**How to complete this task**.
In the following listing, work out how many lines contain the string "ZELENEČSKÁ", and state only that number.

□ □ □ □ □ □ □

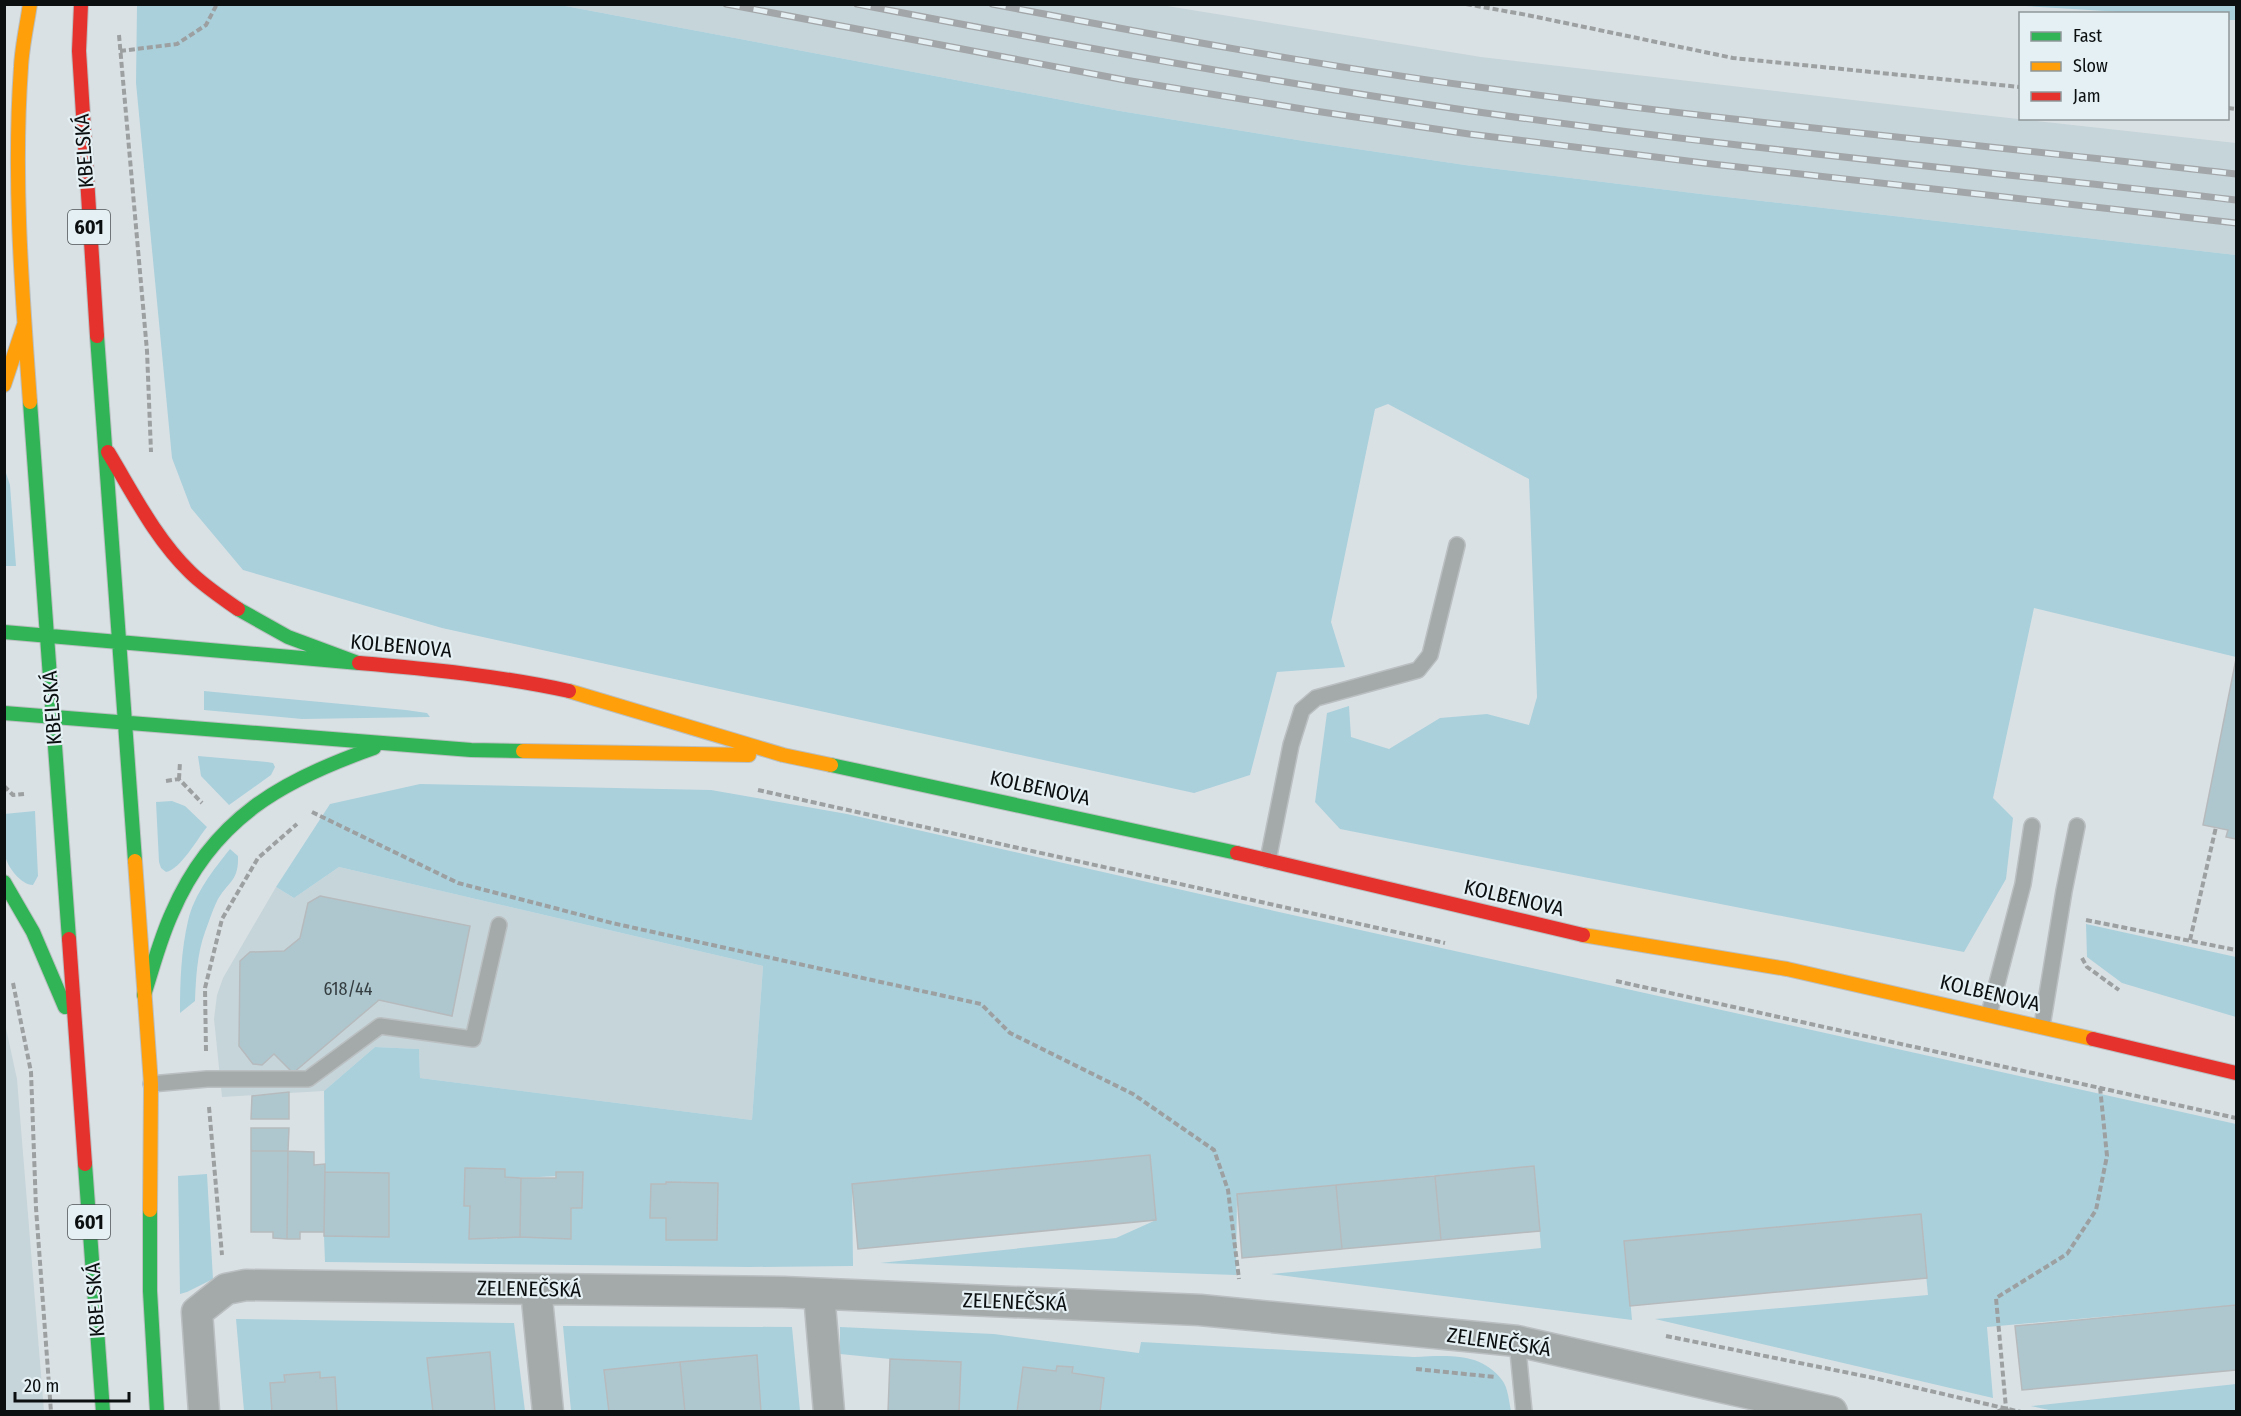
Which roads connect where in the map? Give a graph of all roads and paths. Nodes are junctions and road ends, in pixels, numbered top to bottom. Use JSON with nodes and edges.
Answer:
{"nodes":[{"id":1,"x":30,"y":4,"type":"edge"},
{"id":2,"x":81,"y":4,"type":"edge"},
{"id":3,"x":217,"y":4,"type":"edge"},
{"id":4,"x":1466,"y":4,"type":"edge"},
{"id":5,"x":120,"y":51,"type":"dead end"},
{"id":6,"x":122,"y":70,"type":"dead end"},
{"id":7,"x":2019,"y":87,"type":"edge"},
{"id":8,"x":24,"y":324,"type":"junction"},
{"id":9,"x":4,"y":385,"type":"edge"},
{"id":10,"x":106,"y":449,"type":"junction"},
{"id":11,"x":151,"y":454,"type":"dead end"},
{"id":12,"x":1457,"y":544,"type":"dead end"},
{"id":13,"x":4,"y":632,"type":"edge"},
{"id":14,"x":47,"y":635,"type":"junction"},
{"id":15,"x":120,"y":642,"type":"junction"},
{"id":16,"x":358,"y":663,"type":"junction"},
{"id":17,"x":4,"y":713,"type":"edge"},
{"id":18,"x":53,"y":717,"type":"junction"},
{"id":19,"x":126,"y":722,"type":"junction"},
{"id":20,"x":388,"y":743,"type":"junction"},
{"id":21,"x":180,"y":754,"type":"dead end"},
{"id":22,"x":783,"y":755,"type":"junction"},
{"id":23,"x":179,"y":779,"type":"junction"},
{"id":24,"x":163,"y":781,"type":"dead end"},
{"id":25,"x":4,"y":786,"type":"edge"},
{"id":26,"x":752,"y":789,"type":"dead end"},
{"id":27,"x":35,"y":793,"type":"dead end"},
{"id":28,"x":319,"y":805,"type":"dead end"},
{"id":29,"x":210,"y":810,"type":"dead end"},
{"id":30,"x":302,"y":819,"type":"dead end"},
{"id":31,"x":2032,"y":826,"type":"dead end"},
{"id":32,"x":2077,"y":826,"type":"dead end"},
{"id":33,"x":2216,"y":827,"type":"dead end"},
{"id":34,"x":258,"y":858,"type":"dead end"},
{"id":35,"x":1268,"y":860,"type":"junction"},
{"id":36,"x":4,"y":882,"type":"edge"},
{"id":37,"x":2082,"y":919,"type":"dead end"},
{"id":38,"x":499,"y":925,"type":"dead end"},
{"id":39,"x":2190,"y":940,"type":"junction"},
{"id":40,"x":1449,"y":944,"type":"dead end"},
{"id":41,"x":2236,"y":950,"type":"edge"},
{"id":42,"x":2080,"y":955,"type":"dead end"},
{"id":43,"x":12,"y":978,"type":"dead end"},
{"id":44,"x":1611,"y":980,"type":"dead end"},
{"id":45,"x":2119,"y":990,"type":"dead end"},
{"id":46,"x":144,"y":995,"type":"junction"},
{"id":47,"x":1989,"y":1014,"type":"junction"},
{"id":48,"x":2042,"y":1026,"type":"junction"},
{"id":49,"x":75,"y":1032,"type":"junction"},
{"id":50,"x":2236,"y":1073,"type":"edge"},
{"id":51,"x":151,"y":1084,"type":"junction"},
{"id":52,"x":2100,"y":1087,"type":"junction"},
{"id":53,"x":2236,"y":1118,"type":"edge"},
{"id":54,"x":536,"y":1289,"type":"junction"},
{"id":55,"x":819,"y":1294,"type":"junction"},
{"id":56,"x":1239,"y":1313,"type":"junction"},
{"id":57,"x":1517,"y":1341,"type":"junction"},
{"id":58,"x":1406,"y":1368,"type":"dead end"},
{"id":59,"x":1521,"y":1380,"type":"junction"},
{"id":60,"x":2007,"y":1410,"type":"edge"},
{"id":61,"x":51,"y":1412,"type":"edge"},
{"id":62,"x":104,"y":1412,"type":"edge"},
{"id":63,"x":158,"y":1412,"type":"edge"},
{"id":64,"x":204,"y":1412,"type":"edge"},
{"id":65,"x":548,"y":1412,"type":"edge"},
{"id":66,"x":829,"y":1412,"type":"edge"},
{"id":67,"x":1524,"y":1412,"type":"edge"},
{"id":68,"x":1832,"y":1412,"type":"edge"},
{"id":69,"x":1997,"y":1412,"type":"edge"}],
"edges":[{"from":1,"to":8,"type":"main road","name":"KBELSKÁ","number":"601"},
{"from":2,"to":10,"type":"main road","name":"KBELSKÁ","number":"601"},
{"from":3,"to":5,"type":"path"},
{"from":4,"to":7,"type":"path"},
{"from":6,"to":11,"type":"path"},
{"from":8,"to":9,"type":"main road"},
{"from":8,"to":14,"type":"main road","name":"KBELSKÁ","number":"601"},
{"from":10,"to":15,"type":"main road","name":"KBELSKÁ","number":"601"},
{"from":10,"to":16,"type":"main road"},
{"from":12,"to":35,"type":"lane"},
{"from":13,"to":14,"type":"main road","name":"KOLBENOVA"},
{"from":14,"to":15,"type":"main road","name":"KOLBENOVA"},
{"from":14,"to":18,"type":"main road","name":"KBELSKÁ","number":"601"},
{"from":15,"to":16,"type":"main road","name":"KOLBENOVA"},
{"from":15,"to":19,"type":"main road","name":"KBELSKÁ","number":"601"},
{"from":16,"to":22,"type":"main road","name":"KOLBENOVA"},
{"from":17,"to":18,"type":"main road","name":"KOLBENOVA"},
{"from":18,"to":19,"type":"main road","name":"KOLBENOVA"},
{"from":18,"to":49,"type":"main road","name":"KBELSKÁ","number":"601"},
{"from":19,"to":20,"type":"main road","name":"KOLBENOVA"},
{"from":19,"to":46,"type":"main road","name":"KBELSKÁ","number":"601"},
{"from":20,"to":22,"type":"main road","name":"KOLBENOVA"},
{"from":20,"to":46,"type":"main road"},
{"from":21,"to":23,"type":"path"},
{"from":22,"to":35,"type":"main road","name":"KOLBENOVA"},
{"from":23,"to":24,"type":"path"},
{"from":23,"to":29,"type":"path"},
{"from":25,"to":27,"type":"path"},
{"from":26,"to":40,"type":"path"},
{"from":28,"to":56,"type":"path"},
{"from":30,"to":34,"type":"path"},
{"from":31,"to":47,"type":"lane"},
{"from":32,"to":48,"type":"lane"},
{"from":33,"to":39,"type":"path"},
{"from":35,"to":47,"type":"main road","name":"KOLBENOVA"},
{"from":36,"to":49,"type":"main road"},
{"from":37,"to":39,"type":"path"},
{"from":38,"to":51,"type":"lane"},
{"from":39,"to":41,"type":"path"},
{"from":42,"to":45,"type":"path"},
{"from":43,"to":61,"type":"path"},
{"from":44,"to":52,"type":"path"},
{"from":46,"to":51,"type":"main road","name":"KBELSKÁ","number":"601"},
{"from":47,"to":48,"type":"main road","name":"KOLBENOVA"},
{"from":48,"to":50,"type":"main road","name":"KOLBENOVA"},
{"from":49,"to":62,"type":"main road","name":"KBELSKÁ","number":"601"},
{"from":51,"to":63,"type":"main road","name":"KBELSKÁ","number":"601"},
{"from":52,"to":53,"type":"path"},
{"from":52,"to":60,"type":"path"},
{"from":54,"to":55,"type":"street","name":"ZELENEČSKÁ"},
{"from":54,"to":64,"type":"street","name":"ZELENEČSKÁ"},
{"from":54,"to":65,"type":"street"},
{"from":55,"to":56,"type":"street","name":"ZELENEČSKÁ"},
{"from":55,"to":66,"type":"street"},
{"from":56,"to":57,"type":"street","name":"ZELENEČSKÁ"},
{"from":57,"to":59,"type":"lane"},
{"from":57,"to":68,"type":"street","name":"ZELENEČSKÁ"},
{"from":58,"to":59,"type":"path"},
{"from":59,"to":67,"type":"lane"},
{"from":60,"to":69,"type":"path"}]}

□ □ □ □ □ □ □

**Exercise solution**.
5